Another limitation was the unavailability of data for particular variables which ideally would have been included in the analyses. For example, the quality of hospital infrastructure’s at CCG level i.e. a new 100 bed hospital is expected to be much better placed than a Victorian 100 bed hospital to provide services. Several environmental variables were obtained from surveys and may not be a true representation of the population. This means that estimated relationships may be constrained by the accuracy of available data. It is possible that some important variables are missing from the models and that some unnecessary variables have been included.

This study found average efficiency scores that are similar to those of previous studies in the UK at the primary care administrative body level. Salinas-Jimenez and Smith [26], Giuffrida and Gravelle [27] and Martin and Smith [28] found that inefficient units had average efficiency scores of 0.93, 0.99 and 0.90 respectively. This study is also comparable to previous studies in its findings around environmental variables. Martin and Smith [28], using a Tobit regression similar to the one in this study, found that deprived PCTs were significantly less efficient than those with lower levels of deprivation. In contrast to this study, they did not find an association between population size and efficiency scores. Varela et al. [29] found the population size of municipalities in Brazil had a strong link to their technical efficiency in delivering healthcare, with smaller municipalities found to be more efficient than larger ones.

This study’s finding that the relationship between deprivation and efficiency is not statistically significant suggests that NHS England’s efforts to adjust for environmental factors, such as those used here, are broadly reflected within the CCG-level per capita budget allocation. The budget allocation formula aims to adjust for comparative need and unavoidable differences in costs for providers associated with their geographical location (known as the market forces factor) [30].
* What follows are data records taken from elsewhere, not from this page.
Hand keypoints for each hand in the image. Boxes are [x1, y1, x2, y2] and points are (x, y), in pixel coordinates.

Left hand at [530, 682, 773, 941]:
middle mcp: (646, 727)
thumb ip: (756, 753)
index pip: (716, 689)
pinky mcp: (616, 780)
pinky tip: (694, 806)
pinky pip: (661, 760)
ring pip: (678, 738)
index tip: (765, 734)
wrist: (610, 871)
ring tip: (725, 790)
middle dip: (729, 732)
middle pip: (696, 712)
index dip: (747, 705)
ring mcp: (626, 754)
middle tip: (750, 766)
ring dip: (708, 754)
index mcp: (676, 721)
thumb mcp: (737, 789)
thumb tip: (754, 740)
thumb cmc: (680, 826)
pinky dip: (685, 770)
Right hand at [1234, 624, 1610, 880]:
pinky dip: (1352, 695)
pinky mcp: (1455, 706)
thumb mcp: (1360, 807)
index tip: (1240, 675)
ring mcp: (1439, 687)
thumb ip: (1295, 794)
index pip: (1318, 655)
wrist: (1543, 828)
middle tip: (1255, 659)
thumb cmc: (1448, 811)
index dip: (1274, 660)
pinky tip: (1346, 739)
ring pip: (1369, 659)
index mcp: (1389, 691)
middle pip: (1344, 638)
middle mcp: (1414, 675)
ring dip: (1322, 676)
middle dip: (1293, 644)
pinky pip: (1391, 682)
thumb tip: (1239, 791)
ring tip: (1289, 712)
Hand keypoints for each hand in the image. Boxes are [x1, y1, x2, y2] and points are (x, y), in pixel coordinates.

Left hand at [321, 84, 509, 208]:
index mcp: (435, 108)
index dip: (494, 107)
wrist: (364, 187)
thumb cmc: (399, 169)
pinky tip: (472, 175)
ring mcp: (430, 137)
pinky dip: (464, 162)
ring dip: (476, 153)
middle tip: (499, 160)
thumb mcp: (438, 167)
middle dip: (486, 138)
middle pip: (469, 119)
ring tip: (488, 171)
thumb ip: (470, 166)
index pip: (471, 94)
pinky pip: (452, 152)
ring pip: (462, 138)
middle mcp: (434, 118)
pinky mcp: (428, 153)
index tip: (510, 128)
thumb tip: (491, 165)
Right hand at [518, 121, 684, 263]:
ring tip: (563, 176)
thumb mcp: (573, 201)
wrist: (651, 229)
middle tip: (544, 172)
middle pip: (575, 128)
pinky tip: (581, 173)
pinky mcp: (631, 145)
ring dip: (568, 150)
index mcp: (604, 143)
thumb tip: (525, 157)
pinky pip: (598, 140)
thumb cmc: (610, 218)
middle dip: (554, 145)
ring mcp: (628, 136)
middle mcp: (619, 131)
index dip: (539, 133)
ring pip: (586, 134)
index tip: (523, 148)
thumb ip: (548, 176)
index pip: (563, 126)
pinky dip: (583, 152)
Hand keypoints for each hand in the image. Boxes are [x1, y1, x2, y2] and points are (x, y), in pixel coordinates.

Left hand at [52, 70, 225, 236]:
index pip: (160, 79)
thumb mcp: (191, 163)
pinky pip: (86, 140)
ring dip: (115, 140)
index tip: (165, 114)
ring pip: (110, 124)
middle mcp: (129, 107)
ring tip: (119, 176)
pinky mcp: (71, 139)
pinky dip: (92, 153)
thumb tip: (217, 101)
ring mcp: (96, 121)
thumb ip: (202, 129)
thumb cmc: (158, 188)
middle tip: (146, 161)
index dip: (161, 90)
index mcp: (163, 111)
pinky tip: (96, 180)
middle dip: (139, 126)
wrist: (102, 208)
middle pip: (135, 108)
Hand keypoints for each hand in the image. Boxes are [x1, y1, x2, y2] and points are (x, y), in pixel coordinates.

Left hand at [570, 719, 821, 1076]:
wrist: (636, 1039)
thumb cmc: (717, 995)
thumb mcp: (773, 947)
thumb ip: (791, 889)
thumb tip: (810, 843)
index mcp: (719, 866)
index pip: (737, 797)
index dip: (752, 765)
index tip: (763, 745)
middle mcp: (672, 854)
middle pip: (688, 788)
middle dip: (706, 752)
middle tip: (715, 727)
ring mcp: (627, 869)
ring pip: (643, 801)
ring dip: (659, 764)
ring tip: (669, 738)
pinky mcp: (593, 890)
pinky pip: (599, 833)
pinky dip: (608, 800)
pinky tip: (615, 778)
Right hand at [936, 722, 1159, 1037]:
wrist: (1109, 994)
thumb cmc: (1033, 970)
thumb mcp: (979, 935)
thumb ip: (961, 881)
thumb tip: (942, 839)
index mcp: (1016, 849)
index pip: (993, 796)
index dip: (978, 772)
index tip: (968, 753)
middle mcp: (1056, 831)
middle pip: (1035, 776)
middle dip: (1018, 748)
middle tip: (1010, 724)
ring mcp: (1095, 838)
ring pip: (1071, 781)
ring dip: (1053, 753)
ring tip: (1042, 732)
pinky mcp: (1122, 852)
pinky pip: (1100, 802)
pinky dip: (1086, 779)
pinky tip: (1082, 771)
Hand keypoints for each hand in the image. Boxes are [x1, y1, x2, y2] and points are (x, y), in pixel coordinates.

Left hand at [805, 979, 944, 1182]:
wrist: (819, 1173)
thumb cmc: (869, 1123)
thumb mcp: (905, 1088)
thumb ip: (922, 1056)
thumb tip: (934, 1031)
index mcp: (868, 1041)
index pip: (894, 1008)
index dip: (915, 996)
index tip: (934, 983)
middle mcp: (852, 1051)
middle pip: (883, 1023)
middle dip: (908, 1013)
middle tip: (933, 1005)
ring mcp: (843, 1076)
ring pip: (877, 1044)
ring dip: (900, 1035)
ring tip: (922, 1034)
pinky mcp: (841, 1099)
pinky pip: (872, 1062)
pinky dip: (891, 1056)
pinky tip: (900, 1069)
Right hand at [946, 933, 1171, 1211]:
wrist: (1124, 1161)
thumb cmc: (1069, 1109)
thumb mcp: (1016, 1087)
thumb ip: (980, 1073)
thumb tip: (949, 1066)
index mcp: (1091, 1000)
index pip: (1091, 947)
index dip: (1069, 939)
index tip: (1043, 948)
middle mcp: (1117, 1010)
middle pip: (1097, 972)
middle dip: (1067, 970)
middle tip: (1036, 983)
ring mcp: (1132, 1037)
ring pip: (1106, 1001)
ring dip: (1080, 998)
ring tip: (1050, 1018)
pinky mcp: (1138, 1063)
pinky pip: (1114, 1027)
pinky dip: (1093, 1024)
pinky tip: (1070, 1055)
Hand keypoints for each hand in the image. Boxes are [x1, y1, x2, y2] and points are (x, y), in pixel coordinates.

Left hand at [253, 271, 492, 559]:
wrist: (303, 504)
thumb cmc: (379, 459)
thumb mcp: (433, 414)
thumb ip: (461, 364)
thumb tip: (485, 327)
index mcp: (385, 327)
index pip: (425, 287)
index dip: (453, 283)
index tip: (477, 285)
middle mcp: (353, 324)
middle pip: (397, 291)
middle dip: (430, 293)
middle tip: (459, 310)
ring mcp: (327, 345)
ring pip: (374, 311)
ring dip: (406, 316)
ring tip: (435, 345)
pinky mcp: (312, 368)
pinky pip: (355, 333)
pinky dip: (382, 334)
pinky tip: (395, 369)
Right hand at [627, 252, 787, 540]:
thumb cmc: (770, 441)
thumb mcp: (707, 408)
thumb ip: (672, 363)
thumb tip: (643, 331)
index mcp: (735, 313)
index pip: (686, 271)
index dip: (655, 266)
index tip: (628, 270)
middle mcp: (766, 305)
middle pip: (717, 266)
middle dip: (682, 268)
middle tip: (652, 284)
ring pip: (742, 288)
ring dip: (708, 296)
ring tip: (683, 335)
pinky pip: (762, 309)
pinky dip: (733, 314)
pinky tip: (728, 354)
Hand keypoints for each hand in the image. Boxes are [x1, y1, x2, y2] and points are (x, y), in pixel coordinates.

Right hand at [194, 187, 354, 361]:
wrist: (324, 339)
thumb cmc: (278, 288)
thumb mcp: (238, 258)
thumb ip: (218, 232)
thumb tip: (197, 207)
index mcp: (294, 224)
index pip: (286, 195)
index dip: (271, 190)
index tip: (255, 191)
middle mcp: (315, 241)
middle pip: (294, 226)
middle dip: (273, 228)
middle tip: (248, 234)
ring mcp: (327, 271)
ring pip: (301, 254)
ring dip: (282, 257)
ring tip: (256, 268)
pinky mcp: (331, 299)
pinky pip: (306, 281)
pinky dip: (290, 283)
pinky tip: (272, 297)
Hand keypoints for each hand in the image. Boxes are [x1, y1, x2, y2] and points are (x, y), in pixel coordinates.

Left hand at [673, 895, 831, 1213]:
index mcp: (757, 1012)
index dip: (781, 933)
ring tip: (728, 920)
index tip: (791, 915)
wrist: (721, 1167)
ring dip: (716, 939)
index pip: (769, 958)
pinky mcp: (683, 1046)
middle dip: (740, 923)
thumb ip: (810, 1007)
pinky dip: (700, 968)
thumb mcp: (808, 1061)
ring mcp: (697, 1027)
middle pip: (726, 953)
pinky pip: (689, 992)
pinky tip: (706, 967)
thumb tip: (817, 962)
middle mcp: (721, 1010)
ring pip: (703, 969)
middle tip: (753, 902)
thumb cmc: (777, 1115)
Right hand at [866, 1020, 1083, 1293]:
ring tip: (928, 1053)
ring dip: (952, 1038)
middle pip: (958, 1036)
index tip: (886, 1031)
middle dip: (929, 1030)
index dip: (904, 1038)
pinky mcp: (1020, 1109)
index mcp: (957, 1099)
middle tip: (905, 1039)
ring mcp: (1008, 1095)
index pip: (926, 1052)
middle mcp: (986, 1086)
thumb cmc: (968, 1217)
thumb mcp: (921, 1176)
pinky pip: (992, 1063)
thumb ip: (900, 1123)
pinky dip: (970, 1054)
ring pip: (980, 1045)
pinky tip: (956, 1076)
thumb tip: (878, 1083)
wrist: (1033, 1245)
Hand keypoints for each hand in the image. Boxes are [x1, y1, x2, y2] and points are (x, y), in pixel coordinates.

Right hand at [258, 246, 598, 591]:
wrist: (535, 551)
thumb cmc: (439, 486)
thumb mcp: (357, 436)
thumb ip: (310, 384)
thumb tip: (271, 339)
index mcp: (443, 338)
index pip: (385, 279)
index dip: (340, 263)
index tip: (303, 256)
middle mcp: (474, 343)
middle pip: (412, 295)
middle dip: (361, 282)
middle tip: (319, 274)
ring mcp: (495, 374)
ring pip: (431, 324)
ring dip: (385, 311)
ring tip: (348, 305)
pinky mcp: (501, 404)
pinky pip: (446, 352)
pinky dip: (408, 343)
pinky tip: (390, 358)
The Health and Social Care Act (2012) took public health departments out of NHS PCTs and placed them within local authorities. It is thought that local authorities are better placed to identify the broader needs of the population that impact on public health. Whether this will lead to improvements in the factors that affect CCG-level efficiency remains to be seen. Additionally, as the economy slowly recovers from the 2008/9 recession, unemployment rates are expected to decrease. However, this study suggests that policies designed to raise employment rates in disadvantaged areas are important.

Further research on appropriate measures of output in healthcare would be valuable to build on these results. Additionally, the development of guidelines on measuring efficiency in healthcare would promote robust methodological processes and enhance comparability across studies.